México ha sido históricamente uno de los países con más horas trabajadas al año entre las economías industrializadas. La reforma pretende reducir la fatiga laboral y mejorar los niveles de salud física y mental de los trabajadores.
La disminución del estrés laboral podría traducirse en menores tasas de ausentismo y en una reducción de enfermedades relacionadas con el agotamiento. Esto representa beneficios tanto para los empleados como para las organizaciones.
Otro impacto esperado es la mejora en la seguridad laboral. La evidencia internacional muestra que los trabajadores descansados cometen menos errores y sufren menos accidentes, especialmente en sectores industriales y operativos.
Además, el tiempo libre adicional puede fortalecer el compromiso de los empleados con sus organizaciones. El llamado “salario emocional” —que incluye tiempo para la familia y la vida personal— se ha convertido en un factor clave para atraer y retener talento.
Legisladores que impulsaron la iniciativa señalaron que el objetivo de la reforma es proteger los ingresos de los trabajadores y permitir que cada sector productivo adapte la transición según sus características particulares.
Cómo deben prepararse las empresas
Aunque la reforma aún debe superar las etapas legislativas pendientes, el respaldo unánime en comisiones indica que su aprobación es altamente probable.
Por ello, muchas organizaciones ya comenzaron a evaluar el impacto potencial en sus operaciones.
Uno de los primeros pasos recomendados es analizar el costo laboral futuro.

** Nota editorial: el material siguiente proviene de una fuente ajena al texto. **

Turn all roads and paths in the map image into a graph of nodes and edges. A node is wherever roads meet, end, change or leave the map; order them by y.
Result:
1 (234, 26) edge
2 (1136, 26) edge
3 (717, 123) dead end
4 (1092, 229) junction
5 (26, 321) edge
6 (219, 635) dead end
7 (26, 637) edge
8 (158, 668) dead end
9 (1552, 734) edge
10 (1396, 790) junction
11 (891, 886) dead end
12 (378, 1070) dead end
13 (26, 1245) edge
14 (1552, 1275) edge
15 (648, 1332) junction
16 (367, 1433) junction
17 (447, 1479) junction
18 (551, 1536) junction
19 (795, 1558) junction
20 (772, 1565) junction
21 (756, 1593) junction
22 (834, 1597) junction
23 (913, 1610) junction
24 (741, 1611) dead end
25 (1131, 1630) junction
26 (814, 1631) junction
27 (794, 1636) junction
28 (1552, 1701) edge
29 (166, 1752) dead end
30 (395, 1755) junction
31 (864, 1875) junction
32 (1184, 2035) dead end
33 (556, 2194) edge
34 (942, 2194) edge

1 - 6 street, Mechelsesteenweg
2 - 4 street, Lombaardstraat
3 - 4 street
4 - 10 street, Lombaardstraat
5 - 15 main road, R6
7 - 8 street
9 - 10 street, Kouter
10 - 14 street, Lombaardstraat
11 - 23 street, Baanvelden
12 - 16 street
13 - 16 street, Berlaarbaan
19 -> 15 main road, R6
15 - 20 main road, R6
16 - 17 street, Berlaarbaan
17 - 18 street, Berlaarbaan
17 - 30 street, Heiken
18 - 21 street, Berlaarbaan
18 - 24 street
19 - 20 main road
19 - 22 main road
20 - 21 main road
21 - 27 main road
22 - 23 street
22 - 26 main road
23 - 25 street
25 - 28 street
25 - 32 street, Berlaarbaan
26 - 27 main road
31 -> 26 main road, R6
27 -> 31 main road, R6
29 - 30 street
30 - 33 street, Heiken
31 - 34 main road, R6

Mantener los mismos salarios con menos horas trabajadas implicará ajustes presupuestarios que deben planificarse con anticipación.

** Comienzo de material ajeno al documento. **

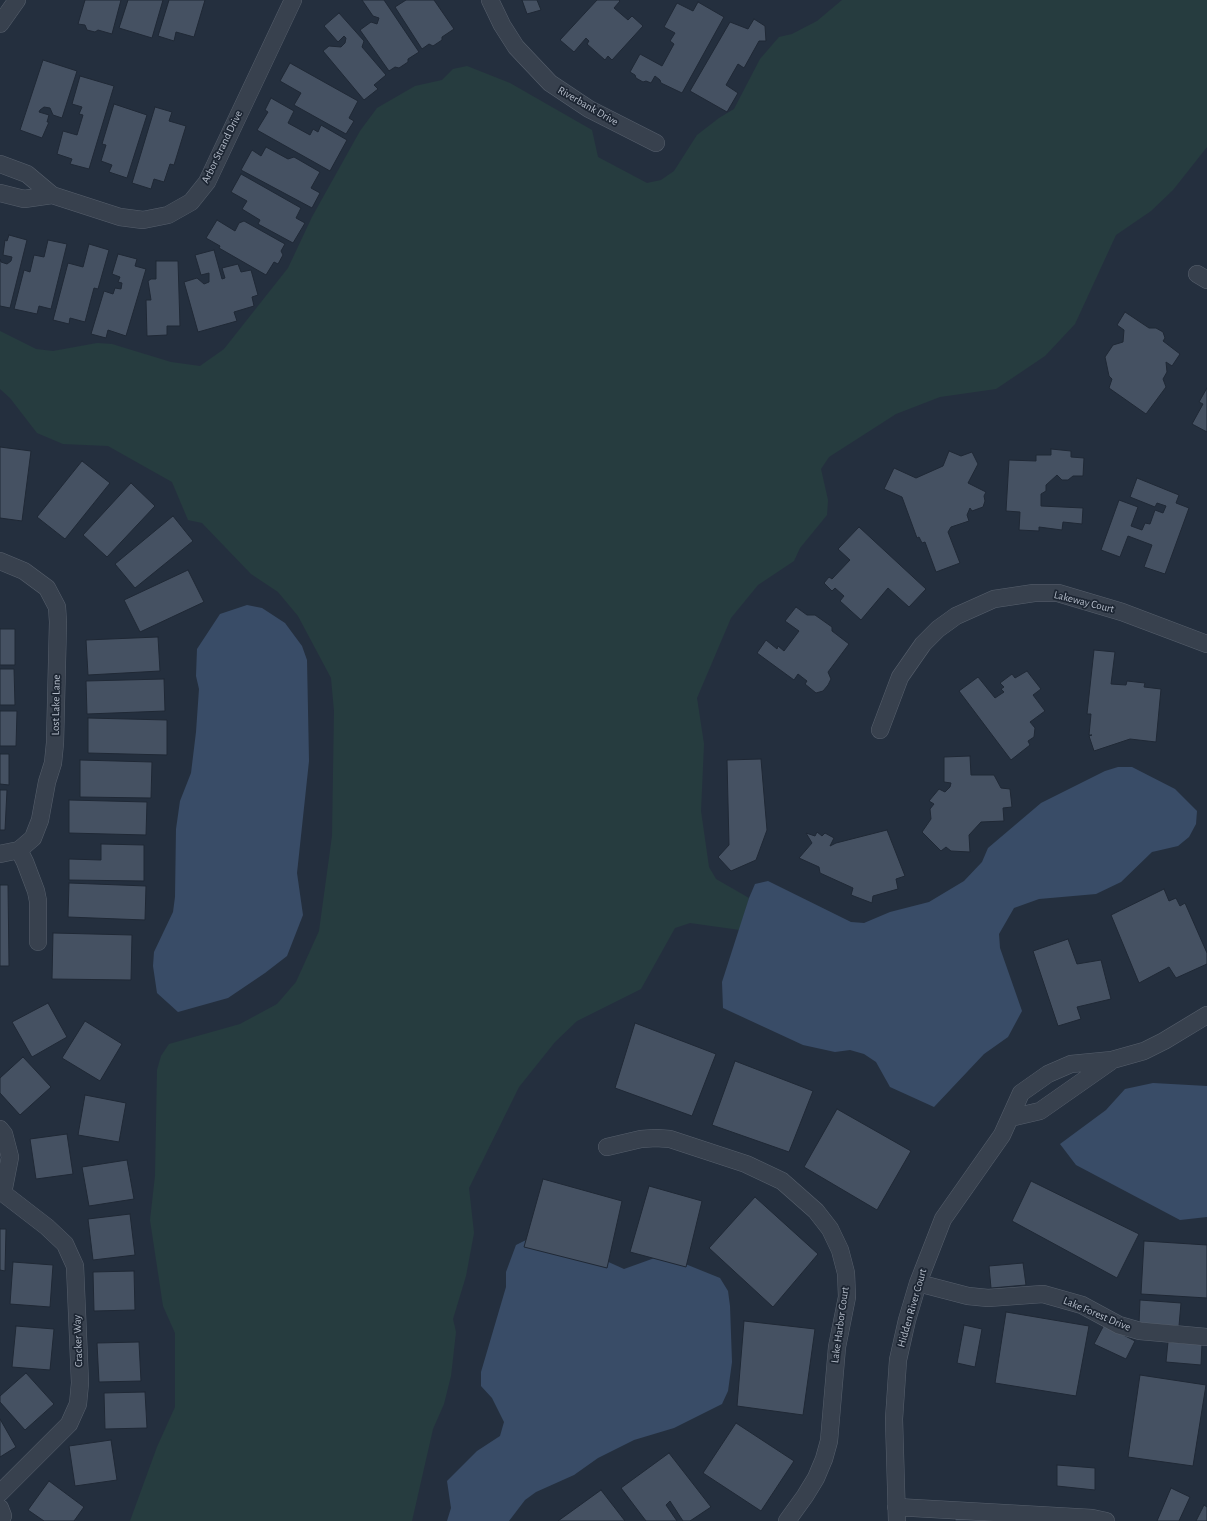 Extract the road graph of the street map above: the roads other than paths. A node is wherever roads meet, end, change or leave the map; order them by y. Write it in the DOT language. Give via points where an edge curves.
graph roads {
  1 [pos="17,0"];
  2 [pos="293,0"];
  3 [pos="490,0"];
  4 [pos="0,24"];
  5 [pos="656,143"];
  6 [pos="0,164"];
  7 [pos="0,193"];
  8 [pos="52,195"];
  9 [pos="0,561"];
  10 [pos="1207,644"];
  11 [pos="880,730"];
  12 [pos="18,850"];
  13 [pos="0,854"];
  14 [pos="38,942"];
  15 [pos="1207,1015"];
  16 [pos="1112,1060"];
  17 [pos="1010,1118"];
  18 [pos="0,1129"];
  19 [pos="607,1147"];
  20 [pos="1,1194"];
  21 [pos="918,1282"];
  22 [pos="1207,1337"];
  23 [pos="0,1493"];
  24 [pos="0,1508"];
  25 [pos="896,1514"];
  26 [pos="0,1521"];
  27 [pos="787,1521"];
  28 [pos="1106,1521"];
  1 -- 4 [label="street"];
  2 -- 8 [label="street, Arbor Strand Drive" via="207,182 191,202 168,215 143,220 120,217"];
  3 -- 5 [label="street, Riverbank Drive" via="516,47 550,84 589,109"];
  6 -- 8 [label="street, Arbor Strand Drive" via="28,174"];
  7 -- 8 [label="street, Arbor Strand Drive" via="24,199"];
  9 -- 12 [label="street, Lost Lake Lane" via="24,571 47,588 57,607 58,622 53,763 40,820 33,838"];
  10 -- 11 [label="street, Lakeway Court" via="1122,612 1058,594 1034,593 994,599 956,616 923,644 900,677"];
  12 -- 13 [label="street, Lost Lake Lane"];
  12 -- 14 [label="street" via="36,891"];
  15 -- 16 [label="street, Hidden River Court" via="1144,1051"];
  16 -- 17 [label="street, Hidden River Court" via="1040,1112"];
  16 -- 17 [label="street, Hidden River Court" via="1071,1064 1048,1074 1021,1093"];
  17 -- 21 [label="street, Hidden River Court" via="1002,1135 943,1219"];
  18 -- 20 [label="street" via="4,1134 10,1157"];
  19 -- 27 [label="street, Lake Harbor Court" via="641,1139 670,1139 746,1164 782,1181 816,1210 830,1229 840,1250 846,1273 847,1297 837,1347 829,1441 816,1478"];
  20 -- 23 [label="street, Cracker Way" via="47,1227 65,1244 75,1266 80,1383 78,1404 69,1424"];
  21 -- 22 [label="street, Lake Forest Drive" via="968,1296 988,1298 1043,1294 1082,1305 1120,1325 1140,1331"];
  21 -- 25 [label="street, Hidden River Court" via="906,1320 896,1379"];
  24 -- 26 [label="street" via="3,1516"];
  25 -- 28 [label="street" via="1092,1518"];
}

Otro aspecto clave será el rediseño de turnos. Es probable que las empresas deban implementar nuevos esquemas de trabajo, como turnos rotativos o semanas laborales comprimidas.
También será fundamental avanzar hacia modelos de productividad basados en resultados en lugar de presencia física. La tecnología, la automatización y el trabajo híbrido jugarán un papel cada vez más importante para compensar la reducción de horas.
La reducción de la jornada laboral en México ya no es un escenario hipotético sino una transformación en marcha. La aprobación en comisiones representa el primer paso formal hacia un nuevo modelo laboral que podría redefinir la competitividad empresarial en los próximos años.
Las empresas que se adapten con anticipación tendrán una ventaja estratégica en un mercado laboral que se orienta cada vez más hacia la eficiencia, el bienestar y el equilibrio entre trabajo y vida personal.